江砚低头看着自己的腕侧,临录牌安静得几乎像一块死铁,可他知道,牌底那截回裁纹没有真的睡下去。

  它只是收了声。

  像一根埋在纸骨里的线,表面不动,底下却还在轻轻回绷。

  照纹盘撤下后,门背那层页脉暗了大半,只剩拓纸上那道半齿缺口还在白纱灯下浮着一点极浅的红。那红不再往外走,也不再往里缩,而是贴着缺口边缘,像被谁用指腹压住了最脆的一段血线,进退都不肯。

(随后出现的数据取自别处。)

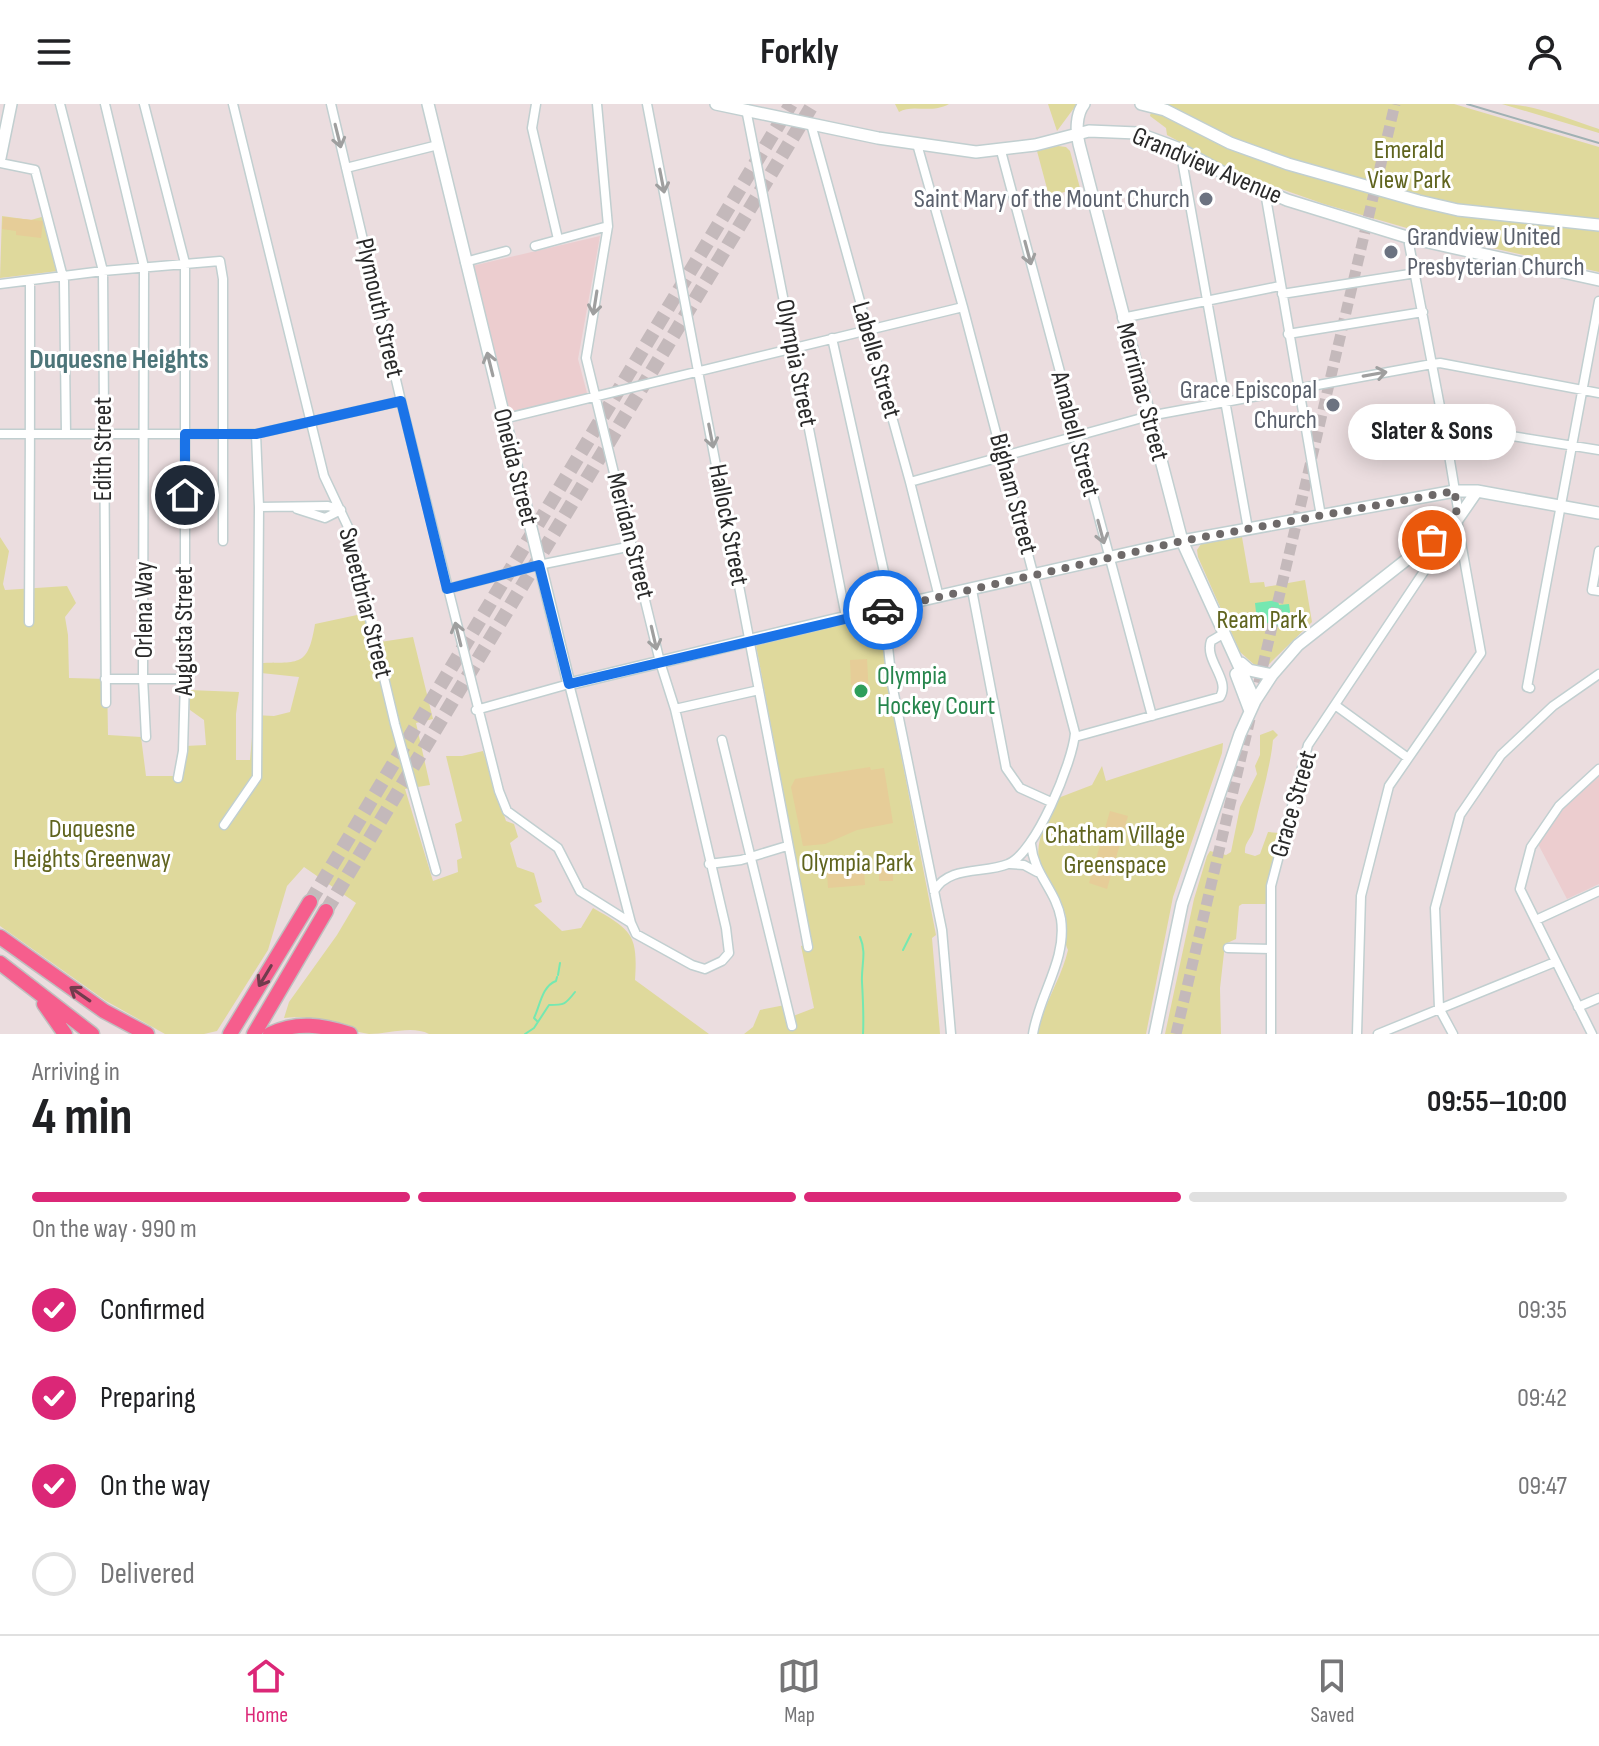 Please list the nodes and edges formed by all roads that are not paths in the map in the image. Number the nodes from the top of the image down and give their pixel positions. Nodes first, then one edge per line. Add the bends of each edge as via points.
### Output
1 (11, 104) edge
2 (60, 104) edge
3 (105, 104) edge
4 (144, 104) edge
5 (233, 104) edge
6 (331, 104) edge
7 (428, 104) edge
8 (536, 104) edge
9 (597, 104) edge
10 (647, 104) edge
11 (716, 104) edge
12 (1141, 104) edge
13 (1082, 107) edge
14 (746, 109) junction
15 (811, 124) junction
16 (1077, 134) junction
17 (1062, 138) junction
18 (917, 144) junction
19 (438, 145) junction
20 (1180, 149) junction
21 (1001, 151) junction
22 (0, 161) edge
23 (346, 168) junction
24 (1265, 192) junction
25 (1599, 225) edge
26 (608, 226) junction
27 (1410, 238) junction
28 (558, 239) junction
29 (535, 246) dead end
30 (506, 251) dead end
31 (465, 262) junction
32 (185, 263) junction
33 (144, 267) junction
34 (103, 271) junction
35 (1416, 273) junction
36 (63, 276) junction
37 (1599, 280) edge
38 (30, 281) junction
39 (0, 284) edge
40 (1281, 290) junction
41 (1207, 300) junction
42 (1599, 301) edge
43 (963, 307) junction
44 (1423, 312) junction
45 (1122, 318) junction
46 (867, 331) junction
47 (1288, 334) junction
48 (832, 338) junction
49 (793, 348) junction
50 (1432, 364) junction
51 (699, 372) junction
52 (1298, 387) junction
53 (1584, 391) junction
54 (1599, 393) edge
55 (596, 396) junction
56 (401, 401) junction
57 (1226, 401) junction
58 (1149, 416) junction
59 (503, 419) junction
60 (310, 421) junction
61 (1443, 425) junction
62 (31, 433) junction
63 (0, 434) edge
64 (66, 434) junction
65 (185, 434) junction
66 (256, 434) junction
67 (103, 435) junction
68 (144, 435) junction
69 (222, 435) junction
70 (1076, 437) junction
71 (1574, 445) junction
72 (1599, 450) edge
73 (1003, 457) junction
74 (910, 482) junction
75 (1455, 491) junction
76 (1477, 491) junction
77 (1562, 506) junction
78 (259, 507) junction
79 (341, 510) junction
80 (1599, 513) edge
81 (1321, 516) junction
82 (1457, 520) junction
83 (1248, 529) junction
84 (223, 541) dead end
85 (1182, 541) junction
86 (632, 546) junction
87 (1599, 551) edge
88 (1108, 558) junction
89 (539, 565) junction
90 (1034, 575) junction
91 (447, 589) junction
92 (972, 590) junction
93 (1596, 590) edge
94 (939, 597) junction
95 (888, 609) junction
96 (846, 617) junction
97 (29, 622) dead end
98 (1225, 638) junction
99 (750, 640) junction
100 (1237, 659) junction
101 (660, 662) junction
102 (1599, 674) edge
103 (1272, 675) junction
104 (143, 678) junction
105 (105, 679) junction
106 (185, 679) junction
107 (569, 684) junction
108 (1528, 687) dead end
109 (759, 690) junction
110 (106, 703) dead end
111 (1335, 705) junction
112 (1253, 706) junction
113 (675, 709) junction
114 (476, 710) junction
115 (1152, 716) junction
116 (146, 737) dead end
117 (1075, 737) junction
118 (722, 740) dead end
119 (1408, 758) junction
120 (1599, 769) edge
121 (178, 778) dead end
122 (1051, 802) junction
123 (224, 825) dead end
124 (1031, 844) junction
125 (787, 846) junction
126 (750, 857) junction
127 (709, 864) junction
128 (1009, 864) junction
129 (929, 865) junction
130 (436, 871) dead end
131 (1037, 872) junction
132 (948, 876) junction
133 (934, 891) junction
134 (1599, 891) edge
135 (310, 902) tunnel mouth
136 (326, 911) tunnel mouth
137 (1536, 920) junction
138 (631, 923) junction
139 (0, 937) edge
140 (808, 947) dead end
141 (1228, 948) dead end
142 (1271, 949) junction
143 (1555, 962) junction
144 (0, 963) edge
145 (29, 986) junction
146 (1599, 998) edge
147 (1578, 1007) junction
148 (1439, 1008) junction
149 (792, 1026) dead end
150 (1588, 1033) edge
151 (65, 1034) edge
152 (92, 1034) edge
153 (147, 1034) edge
154 (230, 1034) edge
155 (254, 1034) edge
156 (270, 1034) edge
157 (350, 1034) edge
158 (951, 1034) edge
159 (1033, 1034) edge
160 (1155, 1034) edge
161 (1271, 1034) edge
162 (1357, 1034) edge
163 (1378, 1034) edge
164 (1453, 1034) edge

1 - 22 street
2 - 34 street, Edith Street
3 - 33 street, Orlena Way
4 - 32 street, Augusta Street
5 - 60 street, Sweetbriar Street
6 -> 23 street, Plymouth Street
7 - 19 street, Oneida Street
8 - 28 street via 532,128
9 - 26 street, Meridan Street
10 -> 51 street, Hallock Street
11 - 14 street, Grandview Avenue
12 - 25 street via 1288,164 1432,204
13 - 16 street
13 - 17 street
14 - 15 street, Grandview Avenue
14 - 49 street, Olympia Street
15 - 18 street, Grandview Avenue
15 - 46 street, Labelle Street
16 - 17 street, Grandview Avenue
16 - 20 street, Grandview Avenue via 1137,133
16 - 45 street, Merrimac Street
17 - 21 street, Grandview Avenue
18 - 21 street, Grandview Avenue
18 - 43 street, Bigham Street
19 - 23 street
19 - 31 street, Oneida Street
20 - 24 street, Grandview Avenue
20 - 41 street
21 -> 70 street, Amabell Street
22 - 36 street via 35,170
23 - 56 street, Plymouth Street
24 - 27 street, Grandview Avenue
24 - 40 street
26 - 28 street
26 -> 55 street, Meridan Street via 586,358
27 - 35 street
27 - 37 street, Grandview Avenue
28 - 29 street
30 - 31 street
59 -> 31 street, Oneida Street
32 - 33 street
32 - 65 street, Augusta Street
32 - 69 street via 220,261
33 - 34 street
33 - 68 street, Orlena Way
34 - 36 street
34 - 67 street, Edith Street
35 - 40 street
35 - 44 street
36 - 38 street
36 - 64 street
38 - 39 street
38 - 62 street
40 - 41 street
40 - 47 street
41 - 45 street
41 - 57 street
42 - 53 street
43 - 46 street
43 - 73 street, Bigham Street
44 - 47 street
44 - 50 street
45 - 58 street, Merrimac Street
46 - 48 street
46 - 74 street, Labelle Street
47 - 52 street
48 - 49 street
48 - 95 street
49 - 51 street
49 - 96 street, Olympia Street
52 -> 50 street
50 - 53 street
50 - 61 street
51 - 55 street
51 -> 99 street, Hallock Street
52 - 57 street
52 - 81 street
53 - 54 street
53 - 71 street
55 - 59 street
55 - 86 street, Meridan Street
56 - 60 street
56 - 91 street, Plymouth Street
57 - 58 street
57 - 83 street
58 - 70 street
58 - 85 street, Merrimac Street
59 - 89 street, Oneida Street
60 - 66 street
60 - 79 street, Sweetbriar Street via 324,476
61 - 71 street
61 - 75 street
62 - 63 street
62 - 64 street
62 - 97 street
64 - 67 street
65 - 68 street
65 - 69 street
65 - 106 street, Augusta Street
66 - 69 street
66 - 78 street
67 - 68 street
67 - 105 street, Edith Street
68 - 104 street, Orlena Way
69 - 84 street
70 - 73 street
70 -> 88 street, Amabell Street
71 - 72 street
71 - 77 street
73 - 74 street
73 - 90 street, Bigham Street
74 - 94 street, Labelle Street
75 - 76 street
75 - 81 street
75 - 82 street
76 - 77 street
76 - 82 street
77 - 80 street
77 - 108 street
78 - 79 street
78 - 123 street via 257,777
79 - 130 street, Sweetbriar Street
81 - 83 street
82 - 103 street via 1307,637
82 - 111 street, Grace Street
82 - 119 street via 1481,653
83 - 85 street
85 - 88 street
85 - 98 street, Merrimac Street
86 - 89 street
86 -> 101 street, Meridan Street
87 - 93 street
88 - 90 street
88 - 115 street, Amabell Street
89 - 91 street
89 - 107 street, Oneida Street
90 - 92 street
90 - 117 street, Bigham Street
114 -> 91 street, Plymouth Street
92 - 94 street
92 - 122 street via 1006,768 1020,788
94 - 95 street
95 - 96 street
95 - 129 street via 894,694
96 - 99 street
98 - 100 street, Merrimac Street
98 - 112 street, Merrimac Street via 1229,659
98 - 115 street via 1208,647 1222,695
99 - 101 street
99 - 109 street, Hallock Street
100 - 103 street via 1249,670
100 - 112 street, Merrimac Street
101 - 107 street
101 - 113 street, Meridan Street
102 - 148 street via 1553,706 1501,755 1460,815 1435,908
103 - 112 street
104 - 105 street
104 - 106 street
104 - 116 street, Orlena Way
105 - 110 street, Edith Street
106 - 121 street, Augusta Street
107 - 114 street
107 - 138 street, Oneida Street
109 - 113 street
109 - 125 street, Hallock Street
111 - 119 street
111 - 142 street, Grace Street via 1304,759 1271,886
112 - 160 street via 1182,904
113 - 127 street, Meridan Street
114 - 138 street, Plymouth Street via 507,811 558,848 580,891
115 - 117 street
117 - 122 street, Bigham Street
118 - 126 street
119 - 162 street via 1389,786 1361,896
120 - 137 street via 1559,806 1531,847 1520,889
122 - 124 street, Bigham Street
124 - 128 street, Bigham Street
124 - 131 street
125 - 126 street
125 - 140 street, Hallock Street
126 - 127 street
126 - 149 street
127 - 138 street, Meridan Street via 729,947 722,961 705,969 692,965 636,934
128 - 131 street
128 - 132 street
129 - 132 street
129 - 133 street
131 - 159 street via 1058,908 1061,933 1058,961
132 - 133 street
133 - 158 street
134 - 137 street
135 -> 154 highway
136 - 155 highway
137 - 143 street
153 -> 139 highway via 104,1011
141 - 142 street
142 - 161 street, Grace Street
143 - 147 street
143 - 148 street
144 - 145 highway
145 - 151 highway
145 - 152 highway
146 - 147 street
147 - 150 street
148 - 163 street
148 - 164 street
156 - 157 highway via 310,1025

  首衡把拓纸接过去,封存官立刻上前换了新袋。她没有急着收起,而是盯着那半齿形的暗影看了足足三息,才沉声道:“把门槛封起来。今夜谁都不许再碰这扇门。”

  “已经封了三层。”护印执事答。

  “再加一层门槛钉时。”首衡声音更冷,“不是封门,是封手。”

  这句话落下,殿内几人的神色都沉了沉。

  封门还能防外力,封手却是把今夜所有可能伸过来的动作都提前钉死。江砚听得分明,首衡已经不再把这东西当成单纯的门背回收页,而是把它当成一条会自己找人的线。线若真能找人,先吃的往往不是最强的那个,而是最急的那个。

  他抬眼看向范回:“你刚才说,旧栏册在门后最底层的回收页里。门槛钉时一落,回收页会不会跟着起反应?”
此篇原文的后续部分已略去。